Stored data
Content starts
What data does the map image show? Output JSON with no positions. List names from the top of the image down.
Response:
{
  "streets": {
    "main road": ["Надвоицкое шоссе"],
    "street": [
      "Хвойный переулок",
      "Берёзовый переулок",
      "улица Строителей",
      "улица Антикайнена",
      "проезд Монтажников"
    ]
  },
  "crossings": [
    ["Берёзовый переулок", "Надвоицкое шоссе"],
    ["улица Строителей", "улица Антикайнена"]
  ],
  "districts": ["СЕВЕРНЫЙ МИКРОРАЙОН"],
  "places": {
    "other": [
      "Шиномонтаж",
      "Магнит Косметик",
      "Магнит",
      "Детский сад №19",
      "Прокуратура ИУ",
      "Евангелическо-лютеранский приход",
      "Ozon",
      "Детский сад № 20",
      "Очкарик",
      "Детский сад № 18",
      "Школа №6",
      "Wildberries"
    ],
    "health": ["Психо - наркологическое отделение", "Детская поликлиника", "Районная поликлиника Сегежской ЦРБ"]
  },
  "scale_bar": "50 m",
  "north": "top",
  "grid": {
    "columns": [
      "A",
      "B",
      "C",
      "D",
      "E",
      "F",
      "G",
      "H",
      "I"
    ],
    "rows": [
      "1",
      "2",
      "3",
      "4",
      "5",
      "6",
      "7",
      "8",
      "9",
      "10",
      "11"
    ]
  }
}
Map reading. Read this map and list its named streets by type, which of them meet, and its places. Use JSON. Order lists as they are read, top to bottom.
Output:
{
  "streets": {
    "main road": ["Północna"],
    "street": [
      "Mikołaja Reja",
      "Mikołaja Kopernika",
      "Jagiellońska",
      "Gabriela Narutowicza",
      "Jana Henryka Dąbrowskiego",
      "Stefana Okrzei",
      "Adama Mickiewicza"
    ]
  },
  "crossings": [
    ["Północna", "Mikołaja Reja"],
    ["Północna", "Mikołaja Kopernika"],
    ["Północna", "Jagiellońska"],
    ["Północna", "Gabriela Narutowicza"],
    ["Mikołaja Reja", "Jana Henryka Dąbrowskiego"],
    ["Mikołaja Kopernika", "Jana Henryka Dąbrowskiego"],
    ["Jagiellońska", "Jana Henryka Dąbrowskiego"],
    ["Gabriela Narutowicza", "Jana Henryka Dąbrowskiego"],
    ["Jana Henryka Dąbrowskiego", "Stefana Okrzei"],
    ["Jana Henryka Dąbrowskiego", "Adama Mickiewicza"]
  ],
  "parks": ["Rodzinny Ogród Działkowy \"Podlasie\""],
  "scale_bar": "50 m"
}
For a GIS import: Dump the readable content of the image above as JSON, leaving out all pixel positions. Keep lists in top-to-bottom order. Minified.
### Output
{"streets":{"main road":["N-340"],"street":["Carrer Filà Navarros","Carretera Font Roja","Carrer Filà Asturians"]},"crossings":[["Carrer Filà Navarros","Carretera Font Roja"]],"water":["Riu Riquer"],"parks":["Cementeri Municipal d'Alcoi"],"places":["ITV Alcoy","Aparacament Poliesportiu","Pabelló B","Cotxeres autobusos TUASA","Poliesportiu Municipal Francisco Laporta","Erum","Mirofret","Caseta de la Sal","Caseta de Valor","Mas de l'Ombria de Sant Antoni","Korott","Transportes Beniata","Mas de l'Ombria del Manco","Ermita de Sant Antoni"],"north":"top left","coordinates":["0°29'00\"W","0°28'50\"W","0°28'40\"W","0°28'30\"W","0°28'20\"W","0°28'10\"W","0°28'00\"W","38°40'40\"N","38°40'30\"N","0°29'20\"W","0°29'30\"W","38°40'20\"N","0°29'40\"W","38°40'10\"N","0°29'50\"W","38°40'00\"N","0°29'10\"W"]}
Content ends
**Work to be completed**
What you give back must match the records word for word.

**Exercise response**
What data does the map image show? Output JSON with no positions. List names from the top of the image down.
Response:
{
  "streets": {
    "main road": ["Надвоицкое шоссе"],
    "street": [
      "Хвойный переулок",
      "Берёзовый переулок",
      "улица Строителей",
      "улица Антикайнена",
      "проезд Монтажников"
    ]
  },
  "crossings": [
    ["Берёзовый переулок", "Надвоицкое шоссе"],
    ["улица Строителей", "улица Антикайнена"]
  ],
  "districts": ["СЕВЕРНЫЙ МИКРОРАЙОН"],
  "places": {
    "other": [
      "Шиномонтаж",
      "Магнит Косметик",
      "Магнит",
      "Детский сад №19",
      "Прокуратура ИУ",
      "Евангелическо-лютеранский приход",
      "Ozon",
      "Детский сад № 20",
      "Очкарик",
      "Детский сад № 18",
      "Школа №6",
      "Wildberries"
    ],
    "health": ["Психо - наркологическое отделение", "Детская поликлиника", "Районная поликлиника Сегежской ЦРБ"]
  },
  "scale_bar": "50 m",
  "north": "top",
  "grid": {
    "columns": [
      "A",
      "B",
      "C",
      "D",
      "E",
      "F",
      "G",
      "H",
      "I"
    ],
    "rows": [
      "1",
      "2",
      "3",
      "4",
      "5",
      "6",
      "7",
      "8",
      "9",
      "10",
      "11"
    ]
  }
}
Map reading. Read this map and list its named streets by type, which of them meet, and its places. Use JSON. Order lists as they are read, top to bottom.
Output:
{
  "streets": {
    "main road": ["Północna"],
    "street": [
      "Mikołaja Reja",
      "Mikołaja Kopernika",
      "Jagiellońska",
      "Gabriela Narutowicza",
      "Jana Henryka Dąbrowskiego",
      "Stefana Okrzei",
      "Adama Mickiewicza"
    ]
  },
  "crossings": [
    ["Północna", "Mikołaja Reja"],
    ["Północna", "Mikołaja Kopernika"],
    ["Północna", "Jagiellońska"],
    ["Północna", "Gabriela Narutowicza"],
    ["Mikołaja Reja", "Jana Henryka Dąbrowskiego"],
    ["Mikołaja Kopernika", "Jana Henryka Dąbrowskiego"],
    ["Jagiellońska", "Jana Henryka Dąbrowskiego"],
    ["Gabriela Narutowicza", "Jana Henryka Dąbrowskiego"],
    ["Jana Henryka Dąbrowskiego", "Stefana Okrzei"],
    ["Jana Henryka Dąbrowskiego", "Adama Mickiewicza"]
  ],
  "parks": ["Rodzinny Ogród Działkowy \"Podlasie\""],
  "scale_bar": "50 m"
}
For a GIS import: Dump the readable content of the image above as JSON, leaving out all pixel positions. Keep lists in top-to-bottom order. Minified.
### Output
{"streets":{"main road":["N-340"],"street":["Carrer Filà Navarros","Carretera Font Roja","Carrer Filà Asturians"]},"crossings":[["Carrer Filà Navarros","Carretera Font Roja"]],"water":["Riu Riquer"],"parks":["Cementeri Municipal d'Alcoi"],"places":["ITV Alcoy","Aparacament Poliesportiu","Pabelló B","Cotxeres autobusos TUASA","Poliesportiu Municipal Francisco Laporta","Erum","Mirofret","Caseta de la Sal","Caseta de Valor","Mas de l'Ombria de Sant Antoni","Korott","Transportes Beniata","Mas de l'Ombria del Manco","Ermita de Sant Antoni"],"north":"top left","coordinates":["0°29'00\"W","0°28'50\"W","0°28'40\"W","0°28'30\"W","0°28'20\"W","0°28'10\"W","0°28'00\"W","38°40'40\"N","38°40'30\"N","0°29'20\"W","0°29'30\"W","38°40'20\"N","0°29'40\"W","38°40'10\"N","0°29'50\"W","38°40'00\"N","0°29'10\"W"]}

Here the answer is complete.